**About this exercise:** Every entry must be repeated exactly in the answer.

**Material to process:**
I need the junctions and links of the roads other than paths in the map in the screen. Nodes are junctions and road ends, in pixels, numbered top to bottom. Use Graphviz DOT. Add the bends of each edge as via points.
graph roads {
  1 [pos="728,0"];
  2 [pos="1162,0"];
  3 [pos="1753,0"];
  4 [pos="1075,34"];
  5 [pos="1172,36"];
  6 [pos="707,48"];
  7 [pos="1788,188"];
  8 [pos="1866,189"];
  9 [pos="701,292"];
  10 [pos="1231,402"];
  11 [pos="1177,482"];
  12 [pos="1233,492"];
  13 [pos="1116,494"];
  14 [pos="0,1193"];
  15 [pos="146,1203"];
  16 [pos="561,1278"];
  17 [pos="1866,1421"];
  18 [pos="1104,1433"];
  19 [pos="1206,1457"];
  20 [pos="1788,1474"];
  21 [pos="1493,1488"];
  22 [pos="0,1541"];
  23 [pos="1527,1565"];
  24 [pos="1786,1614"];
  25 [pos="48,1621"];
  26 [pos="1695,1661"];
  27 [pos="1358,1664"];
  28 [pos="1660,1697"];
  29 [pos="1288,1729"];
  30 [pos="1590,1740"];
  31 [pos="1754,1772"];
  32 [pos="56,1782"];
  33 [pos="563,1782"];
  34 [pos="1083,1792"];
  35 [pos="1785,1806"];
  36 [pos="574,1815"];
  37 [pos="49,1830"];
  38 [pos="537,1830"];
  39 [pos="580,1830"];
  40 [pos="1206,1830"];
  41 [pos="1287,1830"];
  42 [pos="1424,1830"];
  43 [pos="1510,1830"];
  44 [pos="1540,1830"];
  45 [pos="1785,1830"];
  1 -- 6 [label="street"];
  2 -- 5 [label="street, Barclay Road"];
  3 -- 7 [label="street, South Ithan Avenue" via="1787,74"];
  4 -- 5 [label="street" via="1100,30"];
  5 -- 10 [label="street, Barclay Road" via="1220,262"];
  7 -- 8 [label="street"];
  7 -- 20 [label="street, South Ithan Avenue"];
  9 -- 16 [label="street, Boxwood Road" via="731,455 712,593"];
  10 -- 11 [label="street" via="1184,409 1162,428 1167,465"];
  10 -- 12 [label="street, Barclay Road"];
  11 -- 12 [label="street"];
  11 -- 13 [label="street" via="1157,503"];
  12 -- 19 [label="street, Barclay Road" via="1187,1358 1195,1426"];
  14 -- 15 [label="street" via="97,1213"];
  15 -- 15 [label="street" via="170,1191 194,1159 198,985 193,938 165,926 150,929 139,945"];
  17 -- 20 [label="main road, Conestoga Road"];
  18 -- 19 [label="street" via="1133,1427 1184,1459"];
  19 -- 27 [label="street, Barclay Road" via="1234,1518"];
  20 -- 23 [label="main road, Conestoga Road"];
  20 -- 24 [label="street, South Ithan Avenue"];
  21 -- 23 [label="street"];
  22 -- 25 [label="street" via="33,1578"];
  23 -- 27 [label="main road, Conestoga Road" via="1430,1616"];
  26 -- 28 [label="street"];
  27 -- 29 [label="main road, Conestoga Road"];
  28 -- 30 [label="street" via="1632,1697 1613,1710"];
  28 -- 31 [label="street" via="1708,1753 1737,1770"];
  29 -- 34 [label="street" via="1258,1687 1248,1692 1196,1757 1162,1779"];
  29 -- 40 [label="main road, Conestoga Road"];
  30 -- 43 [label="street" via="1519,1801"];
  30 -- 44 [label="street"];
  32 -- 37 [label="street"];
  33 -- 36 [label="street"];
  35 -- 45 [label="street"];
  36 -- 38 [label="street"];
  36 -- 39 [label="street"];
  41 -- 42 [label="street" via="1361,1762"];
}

**Answer area:**
I need the junctions and links of the roads other than paths in the map in the screen. Nodes are junctions and road ends, in pixels, numbered top to bottom. Use Graphviz DOT. Add the bends of each edge as via points.
graph roads {
  1 [pos="728,0"];
  2 [pos="1162,0"];
  3 [pos="1753,0"];
  4 [pos="1075,34"];
  5 [pos="1172,36"];
  6 [pos="707,48"];
  7 [pos="1788,188"];
  8 [pos="1866,189"];
  9 [pos="701,292"];
  10 [pos="1231,402"];
  11 [pos="1177,482"];
  12 [pos="1233,492"];
  13 [pos="1116,494"];
  14 [pos="0,1193"];
  15 [pos="146,1203"];
  16 [pos="561,1278"];
  17 [pos="1866,1421"];
  18 [pos="1104,1433"];
  19 [pos="1206,1457"];
  20 [pos="1788,1474"];
  21 [pos="1493,1488"];
  22 [pos="0,1541"];
  23 [pos="1527,1565"];
  24 [pos="1786,1614"];
  25 [pos="48,1621"];
  26 [pos="1695,1661"];
  27 [pos="1358,1664"];
  28 [pos="1660,1697"];
  29 [pos="1288,1729"];
  30 [pos="1590,1740"];
  31 [pos="1754,1772"];
  32 [pos="56,1782"];
  33 [pos="563,1782"];
  34 [pos="1083,1792"];
  35 [pos="1785,1806"];
  36 [pos="574,1815"];
  37 [pos="49,1830"];
  38 [pos="537,1830"];
  39 [pos="580,1830"];
  40 [pos="1206,1830"];
  41 [pos="1287,1830"];
  42 [pos="1424,1830"];
  43 [pos="1510,1830"];
  44 [pos="1540,1830"];
  45 [pos="1785,1830"];
  1 -- 6 [label="street"];
  2 -- 5 [label="street, Barclay Road"];
  3 -- 7 [label="street, South Ithan Avenue" via="1787,74"];
  4 -- 5 [label="street" via="1100,30"];
  5 -- 10 [label="street, Barclay Road" via="1220,262"];
  7 -- 8 [label="street"];
  7 -- 20 [label="street, South Ithan Avenue"];
  9 -- 16 [label="street, Boxwood Road" via="731,455 712,593"];
  10 -- 11 [label="street" via="1184,409 1162,428 1167,465"];
  10 -- 12 [label="street, Barclay Road"];
  11 -- 12 [label="street"];
  11 -- 13 [label="street" via="1157,503"];
  12 -- 19 [label="street, Barclay Road" via="1187,1358 1195,1426"];
  14 -- 15 [label="street" via="97,1213"];
  15 -- 15 [label="street" via="170,1191 194,1159 198,985 193,938 165,926 150,929 139,945"];
  17 -- 20 [label="main road, Conestoga Road"];
  18 -- 19 [label="street" via="1133,1427 1184,1459"];
  19 -- 27 [label="street, Barclay Road" via="1234,1518"];
  20 -- 23 [label="main road, Conestoga Road"];
  20 -- 24 [label="street, South Ithan Avenue"];
  21 -- 23 [label="street"];
  22 -- 25 [label="street" via="33,1578"];
  23 -- 27 [label="main road, Conestoga Road" via="1430,1616"];
  26 -- 28 [label="street"];
  27 -- 29 [label="main road, Conestoga Road"];
  28 -- 30 [label="street" via="1632,1697 1613,1710"];
  28 -- 31 [label="street" via="1708,1753 1737,1770"];
  29 -- 34 [label="street" via="1258,1687 1248,1692 1196,1757 1162,1779"];
  29 -- 40 [label="main road, Conestoga Road"];
  30 -- 43 [label="street" via="1519,1801"];
  30 -- 44 [label="street"];
  32 -- 37 [label="street"];
  33 -- 36 [label="street"];
  35 -- 45 [label="street"];
  36 -- 38 [label="street"];
  36 -- 39 [label="street"];
  41 -- 42 [label="street" via="1361,1762"];
}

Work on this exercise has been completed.